Upon expiration of the copyright, the work enters the public domain
and all or part can be used for any purpose by anyone.
Long Answer:
In the United States, works published before 1923 are all in the
public domain under the provisions of the Copyright Act of 1909 and
previous law. This act provided for an initial term of 28 years. This
term could be extended for an additional 28 years by registering
copyright renewal with the US copyright office.
Works published before 1964 in the US are all in the public domain,
excepting only those for which a renewal was registered with the US
copyright office. Relatively few works from this era have had their
copyrights renewed. A US copyright office study in 1961 found that
fewer than 15% of registered copyrights had been renewed.
The US Copyright Act of 1976 modified these provisions so that the
second, renewed term was 47 years. This extension applied to works
that had been copyrighted between 1950 and 1977 and were thus in their
first 28-year term of copyright protection, as well as to new works
copyrighted after 1977. The maximum term of copyright protection
became 75 years instead of the 56 years of the 1909 law, and applied
to works whose copyrights were renewed in 1978 or later.
Copyright renewal has largely lost its significance for works
copyrighted in the US in 1964 or after due to the Copyright Renewal
Act of 1992. This law removed the requirement that a second term of
copyright protection is contingent on a renewal registration. The
effect was that any work copyrighted in the US in 1964 or after had a
copyright term of 75 years, whether or not a formal copyright renewal
was filed. There are some legal reasons for filing such renewal
registrations. A further amendment to US copyright law in 1998
extended the total term of protection to 95 years, which now applies
to all works copyrighted in 1964 or after.

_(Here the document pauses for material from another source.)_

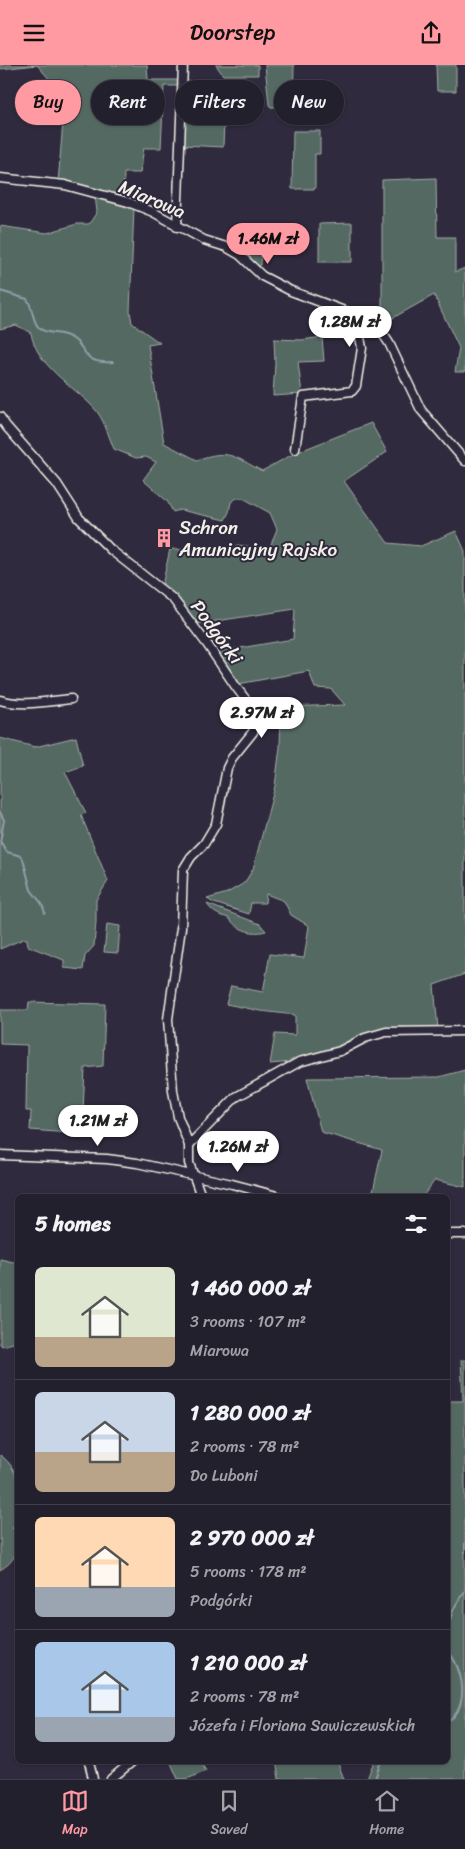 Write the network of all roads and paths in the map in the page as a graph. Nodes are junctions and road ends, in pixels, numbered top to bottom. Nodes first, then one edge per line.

On Fri, 29 Jul 2016 06:26:04 +0700,
[email protected] wrote:
On Thu, 28 Jul 2016 07:58:30 -0500, Rick Morel
<rmorel@m*o*r*e*l*r.com> wrote:
That's correct. Once in public domain it cannot be copyrighted.
That's why Project Gutenberg for free ebooks out of copyright was
started.
I'm not clear on what this is about either. Skip, can you elaborate?
Rick
If I am not mistaken a "copyright" is a protection for the writer that
his work is sole his property for specific number of years thus in a
sense public domain doesn't enter into it. The copyright simply
expires so the work is no longer solely the property of the writer.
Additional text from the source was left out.